In contrast, the neutron diffraction method has attracted attention as a measurement method that can evaluate the rebar strain inside concrete using non-destructive and non-contact methods [4]. Neutrons also have excellent permeability through concrete and steel, which makes it possible to determine the stresses inside the rebar cross section. For these reasons, the neutron diffraction method has been applied to evaluate the strain distribution in bond tests of common [5,6,7], corroded [6], and hot-dip galvanized rebars [8]. In particular, previous studies [4,5] have reported that rebar stress distributions measured by neutron diffraction and strain gauge methods give different results, indicating the effectiveness of the neutron diffraction method in evaluating bond behavior.
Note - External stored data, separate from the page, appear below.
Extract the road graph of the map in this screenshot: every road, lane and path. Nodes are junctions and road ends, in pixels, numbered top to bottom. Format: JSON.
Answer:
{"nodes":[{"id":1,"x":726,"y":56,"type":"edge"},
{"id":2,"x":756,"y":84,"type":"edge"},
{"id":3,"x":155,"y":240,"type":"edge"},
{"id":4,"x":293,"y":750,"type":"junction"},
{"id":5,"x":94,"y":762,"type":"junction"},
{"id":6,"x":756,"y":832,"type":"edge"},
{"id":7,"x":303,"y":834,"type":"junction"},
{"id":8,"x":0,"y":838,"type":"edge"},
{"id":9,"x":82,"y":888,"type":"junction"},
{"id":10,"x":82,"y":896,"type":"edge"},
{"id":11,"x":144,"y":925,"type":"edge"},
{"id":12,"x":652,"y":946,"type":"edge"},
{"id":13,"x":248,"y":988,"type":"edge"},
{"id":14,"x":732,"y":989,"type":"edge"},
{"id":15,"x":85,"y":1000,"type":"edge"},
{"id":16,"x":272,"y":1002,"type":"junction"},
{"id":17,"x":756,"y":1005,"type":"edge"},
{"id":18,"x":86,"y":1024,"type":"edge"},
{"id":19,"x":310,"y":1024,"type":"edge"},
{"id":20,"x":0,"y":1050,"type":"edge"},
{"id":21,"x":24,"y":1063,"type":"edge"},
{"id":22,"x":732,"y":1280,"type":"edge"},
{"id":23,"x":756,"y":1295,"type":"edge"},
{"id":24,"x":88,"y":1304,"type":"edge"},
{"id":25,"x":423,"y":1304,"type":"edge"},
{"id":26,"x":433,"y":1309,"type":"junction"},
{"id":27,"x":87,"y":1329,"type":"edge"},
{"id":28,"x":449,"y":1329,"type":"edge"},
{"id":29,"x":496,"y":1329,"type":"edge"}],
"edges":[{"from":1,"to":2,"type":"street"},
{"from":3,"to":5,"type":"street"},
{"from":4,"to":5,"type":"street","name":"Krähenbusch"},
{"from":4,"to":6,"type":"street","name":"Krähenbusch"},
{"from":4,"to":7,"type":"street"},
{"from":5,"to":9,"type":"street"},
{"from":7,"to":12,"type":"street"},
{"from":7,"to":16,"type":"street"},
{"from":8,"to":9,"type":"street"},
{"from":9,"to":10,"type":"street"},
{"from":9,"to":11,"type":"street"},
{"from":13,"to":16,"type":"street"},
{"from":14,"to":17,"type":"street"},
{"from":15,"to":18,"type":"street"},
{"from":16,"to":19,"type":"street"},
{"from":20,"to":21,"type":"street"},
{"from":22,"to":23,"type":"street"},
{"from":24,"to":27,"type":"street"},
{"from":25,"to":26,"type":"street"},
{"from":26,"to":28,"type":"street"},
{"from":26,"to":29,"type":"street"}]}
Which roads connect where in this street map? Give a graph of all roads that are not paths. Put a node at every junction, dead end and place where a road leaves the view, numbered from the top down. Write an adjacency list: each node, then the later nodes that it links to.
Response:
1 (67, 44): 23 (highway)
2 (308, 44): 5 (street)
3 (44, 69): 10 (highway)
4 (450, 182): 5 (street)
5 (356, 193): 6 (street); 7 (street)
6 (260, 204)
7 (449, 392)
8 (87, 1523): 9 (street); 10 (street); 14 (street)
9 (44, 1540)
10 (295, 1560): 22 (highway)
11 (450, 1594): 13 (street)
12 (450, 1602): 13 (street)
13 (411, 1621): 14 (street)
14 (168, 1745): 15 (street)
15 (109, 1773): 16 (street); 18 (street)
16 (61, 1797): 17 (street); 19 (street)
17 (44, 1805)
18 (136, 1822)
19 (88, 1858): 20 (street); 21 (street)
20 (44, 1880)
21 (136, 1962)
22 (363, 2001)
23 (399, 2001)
However, very few studies have been conducted on the neutron diffraction measurement method for reinforced concrete [4,9,10]. In the neutron diffraction method, the rebar strain and stress are calculated by fitting the diffraction profiles of neutrons irradiated during a specific time period [4,5,6,7,8,9,10]. In general, the longer the measurement time, the clearer the diffraction profiles of the neutrons measured in the experiment. The clearer the diffraction profile, the more accurately the diffraction angle and lattice spacing can be calculated, resulting in more accurate measured values. However, the measurement time was determined empirically in most previous neutron diffraction studies on reinforced concrete specimens. For this reason, the accuracy and reliability of the rebar stress measured in previous studies are still to be determined. Moreover, the accurate measurement of the rebar stress is important for understanding the bonding behavior. Therefore, it is necessary to clarify the accuracy of the measured rebar stress obtained using the neutron diffraction method to ensure the accuracy and reliability of the measurements using this method and to understand the bond behavior between the rebar and concrete in more detail. Furthermore, if the measurement time can be determined from the allowable accuracy of the rebar stress, it is important to ensure the accuracy and reliability of the measurement results.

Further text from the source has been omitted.